Snowflake has become my go-to database for heavy analytics in the last two years due to its performance, advanced features and usability.

Unlike other databases, costs are driven mainly by the time virtual warehouses are active[1], so there is a strong incentive to keep your SQL nimble, right-sized warehouse clusters and optimal scaling policies.

Sadly, as of today, users are not provided with good information about how much each SQL statement contributes to the overall cost. In the admin console, users can see how much each warehouse costs, storage allocation and a list of the "most expensive queries":

Snowflake Cost Management dashboard

However, this view is misleading, as it only considers total execution time and warehouse size. This approach will both:

  • Overestimate costs: Snowflake warehouses can run multiple queries in parallel in each cluster. Therefore, a query's fair cost should split the warehouse activity cost by all the queries that ran in the same activity window.
  • Underestimate costs: A snowflake query that executes very quickly — say 1 ms -but is run every minute can keep a warehouse permanently busy, incurring costs even though most of the warehouse compute capacity is going to waste.

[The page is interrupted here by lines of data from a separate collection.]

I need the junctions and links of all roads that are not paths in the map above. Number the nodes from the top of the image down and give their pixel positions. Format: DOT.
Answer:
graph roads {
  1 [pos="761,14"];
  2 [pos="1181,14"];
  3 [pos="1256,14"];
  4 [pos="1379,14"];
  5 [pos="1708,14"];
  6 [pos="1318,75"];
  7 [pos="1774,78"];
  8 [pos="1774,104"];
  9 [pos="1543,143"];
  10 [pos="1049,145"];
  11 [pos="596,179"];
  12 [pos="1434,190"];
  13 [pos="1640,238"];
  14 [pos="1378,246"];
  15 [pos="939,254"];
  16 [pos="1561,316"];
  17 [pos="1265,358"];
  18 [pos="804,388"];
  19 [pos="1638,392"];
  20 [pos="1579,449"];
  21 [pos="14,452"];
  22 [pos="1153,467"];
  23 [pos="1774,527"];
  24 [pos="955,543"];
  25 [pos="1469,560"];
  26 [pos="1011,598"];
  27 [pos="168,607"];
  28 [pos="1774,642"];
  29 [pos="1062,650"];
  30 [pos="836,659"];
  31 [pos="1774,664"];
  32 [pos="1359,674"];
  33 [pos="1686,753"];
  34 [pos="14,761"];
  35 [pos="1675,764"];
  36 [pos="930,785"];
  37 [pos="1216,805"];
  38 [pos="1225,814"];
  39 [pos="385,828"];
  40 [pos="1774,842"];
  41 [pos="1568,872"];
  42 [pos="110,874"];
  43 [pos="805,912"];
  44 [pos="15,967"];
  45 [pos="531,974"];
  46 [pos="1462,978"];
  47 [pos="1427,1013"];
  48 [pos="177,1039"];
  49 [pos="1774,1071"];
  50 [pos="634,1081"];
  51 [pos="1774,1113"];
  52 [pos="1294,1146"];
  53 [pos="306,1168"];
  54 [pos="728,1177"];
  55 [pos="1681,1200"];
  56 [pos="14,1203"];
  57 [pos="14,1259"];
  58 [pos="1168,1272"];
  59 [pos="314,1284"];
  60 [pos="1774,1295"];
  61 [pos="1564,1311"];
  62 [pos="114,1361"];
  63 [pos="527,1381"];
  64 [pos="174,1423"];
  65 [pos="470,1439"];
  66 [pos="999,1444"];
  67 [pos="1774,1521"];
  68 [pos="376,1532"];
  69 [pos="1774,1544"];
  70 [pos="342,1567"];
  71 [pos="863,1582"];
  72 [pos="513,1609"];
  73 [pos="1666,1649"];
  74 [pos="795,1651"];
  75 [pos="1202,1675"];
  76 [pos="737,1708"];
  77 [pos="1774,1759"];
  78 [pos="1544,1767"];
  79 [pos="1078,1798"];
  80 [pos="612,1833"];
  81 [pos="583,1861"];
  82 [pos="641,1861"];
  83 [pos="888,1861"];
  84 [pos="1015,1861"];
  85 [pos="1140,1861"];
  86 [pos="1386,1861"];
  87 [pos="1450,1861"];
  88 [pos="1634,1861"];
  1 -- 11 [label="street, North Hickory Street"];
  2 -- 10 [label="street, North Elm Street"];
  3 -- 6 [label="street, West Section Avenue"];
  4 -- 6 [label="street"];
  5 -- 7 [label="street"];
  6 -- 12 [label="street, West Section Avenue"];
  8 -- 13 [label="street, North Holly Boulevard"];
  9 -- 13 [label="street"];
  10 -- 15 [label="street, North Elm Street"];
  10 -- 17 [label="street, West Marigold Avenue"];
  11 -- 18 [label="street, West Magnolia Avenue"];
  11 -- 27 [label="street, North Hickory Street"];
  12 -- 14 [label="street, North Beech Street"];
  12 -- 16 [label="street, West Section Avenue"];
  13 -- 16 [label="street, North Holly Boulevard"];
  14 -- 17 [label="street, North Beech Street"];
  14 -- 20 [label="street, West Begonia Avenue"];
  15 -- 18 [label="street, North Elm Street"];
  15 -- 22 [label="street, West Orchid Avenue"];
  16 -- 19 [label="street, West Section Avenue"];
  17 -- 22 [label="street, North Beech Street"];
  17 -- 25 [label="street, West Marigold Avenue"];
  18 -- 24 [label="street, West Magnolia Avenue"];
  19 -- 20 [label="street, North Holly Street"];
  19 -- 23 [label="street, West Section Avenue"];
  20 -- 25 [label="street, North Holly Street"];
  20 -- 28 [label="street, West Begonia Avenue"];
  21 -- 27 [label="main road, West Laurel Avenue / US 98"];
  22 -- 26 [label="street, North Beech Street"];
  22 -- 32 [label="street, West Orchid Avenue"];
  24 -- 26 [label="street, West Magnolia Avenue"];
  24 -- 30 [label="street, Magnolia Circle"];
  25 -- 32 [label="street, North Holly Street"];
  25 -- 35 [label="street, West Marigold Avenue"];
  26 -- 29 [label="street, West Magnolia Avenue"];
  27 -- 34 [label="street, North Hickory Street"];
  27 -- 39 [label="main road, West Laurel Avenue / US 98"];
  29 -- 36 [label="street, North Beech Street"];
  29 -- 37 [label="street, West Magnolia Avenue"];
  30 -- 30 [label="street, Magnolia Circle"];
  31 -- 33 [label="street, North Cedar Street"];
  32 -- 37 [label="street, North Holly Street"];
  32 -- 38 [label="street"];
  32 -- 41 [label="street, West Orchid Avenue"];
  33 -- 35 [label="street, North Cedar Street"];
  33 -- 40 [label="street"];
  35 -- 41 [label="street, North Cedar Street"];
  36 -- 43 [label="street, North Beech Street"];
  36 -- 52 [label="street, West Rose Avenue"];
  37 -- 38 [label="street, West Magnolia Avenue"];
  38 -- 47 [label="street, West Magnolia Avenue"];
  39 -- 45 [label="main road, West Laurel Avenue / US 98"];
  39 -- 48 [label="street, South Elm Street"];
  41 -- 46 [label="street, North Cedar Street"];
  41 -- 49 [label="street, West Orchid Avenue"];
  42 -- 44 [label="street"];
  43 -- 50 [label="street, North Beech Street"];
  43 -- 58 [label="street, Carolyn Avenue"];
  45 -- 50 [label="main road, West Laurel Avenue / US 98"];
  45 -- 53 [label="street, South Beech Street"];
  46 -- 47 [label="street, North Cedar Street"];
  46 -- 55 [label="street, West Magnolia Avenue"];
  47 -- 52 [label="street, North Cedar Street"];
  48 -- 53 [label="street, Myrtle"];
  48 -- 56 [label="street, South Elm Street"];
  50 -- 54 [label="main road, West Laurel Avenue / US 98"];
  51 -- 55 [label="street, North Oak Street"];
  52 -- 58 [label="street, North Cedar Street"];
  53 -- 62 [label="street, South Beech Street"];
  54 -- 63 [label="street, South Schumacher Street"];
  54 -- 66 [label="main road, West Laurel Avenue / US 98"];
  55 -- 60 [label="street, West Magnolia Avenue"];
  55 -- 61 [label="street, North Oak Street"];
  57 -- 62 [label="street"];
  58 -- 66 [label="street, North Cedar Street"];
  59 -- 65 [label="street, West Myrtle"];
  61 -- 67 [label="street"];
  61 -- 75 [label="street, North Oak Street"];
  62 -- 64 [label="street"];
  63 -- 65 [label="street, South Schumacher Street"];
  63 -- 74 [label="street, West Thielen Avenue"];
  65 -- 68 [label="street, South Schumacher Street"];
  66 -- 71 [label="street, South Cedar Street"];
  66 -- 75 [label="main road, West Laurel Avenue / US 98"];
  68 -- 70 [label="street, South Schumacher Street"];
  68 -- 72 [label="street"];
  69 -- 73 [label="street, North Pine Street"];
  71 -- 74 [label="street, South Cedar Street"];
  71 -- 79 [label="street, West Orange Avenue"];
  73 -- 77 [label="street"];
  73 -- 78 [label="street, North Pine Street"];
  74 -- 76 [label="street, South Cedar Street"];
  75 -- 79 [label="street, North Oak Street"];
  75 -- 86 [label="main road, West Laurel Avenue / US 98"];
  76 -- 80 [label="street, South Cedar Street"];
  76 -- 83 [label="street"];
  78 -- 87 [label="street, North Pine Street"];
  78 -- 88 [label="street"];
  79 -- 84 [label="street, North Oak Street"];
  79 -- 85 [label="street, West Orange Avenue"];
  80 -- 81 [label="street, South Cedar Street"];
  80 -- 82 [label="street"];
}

What if we could reconstruct the warehouse activity using only the query history table? The query history table provides:

  • Query start and end time
  • Warehouse name
  • Warehouse size
  • Cluster number

This information can be used to reconstruct warehouse cluster activity windows alongside the queries that execute inside them. By applying snowflake billing rules, we can estimate the total cost of each activity window and split the cost for each query proportionally to its share of the full execution time.

Preparation

Before going into the computation details, we must prepare the database to analyse the query history table efficiently. It is not strictly necessary, but queries on a cloned table can be over ten times faster than the same query on the base snowflake.account_usage table:

-- clone table
create or replace table query_history_backup as
select *
from snowflake.account_usage.query_history
limit 0;

-- copy the data incrementally
insert into query_history_backup
select qh.*
from snowflake.account_usage.query_history qh
where qh.end_time > (
select coalesce(max(end_time), '2000-01-01'::timestamp_ntz)
from query_history_backup
)
order by start_time;

To account for warehouse suspend time we also need to obtain warehouse information.

show warehouses;
create table warehouses as select * from table(result_scan(last_query_id()));

Sadly, snowflake doesn't currently provide a way to programmatically fetch the warehouse suspend time for a specific time interval. So this means this approach assumes warehouse suspend times haven't changed in the current analysis.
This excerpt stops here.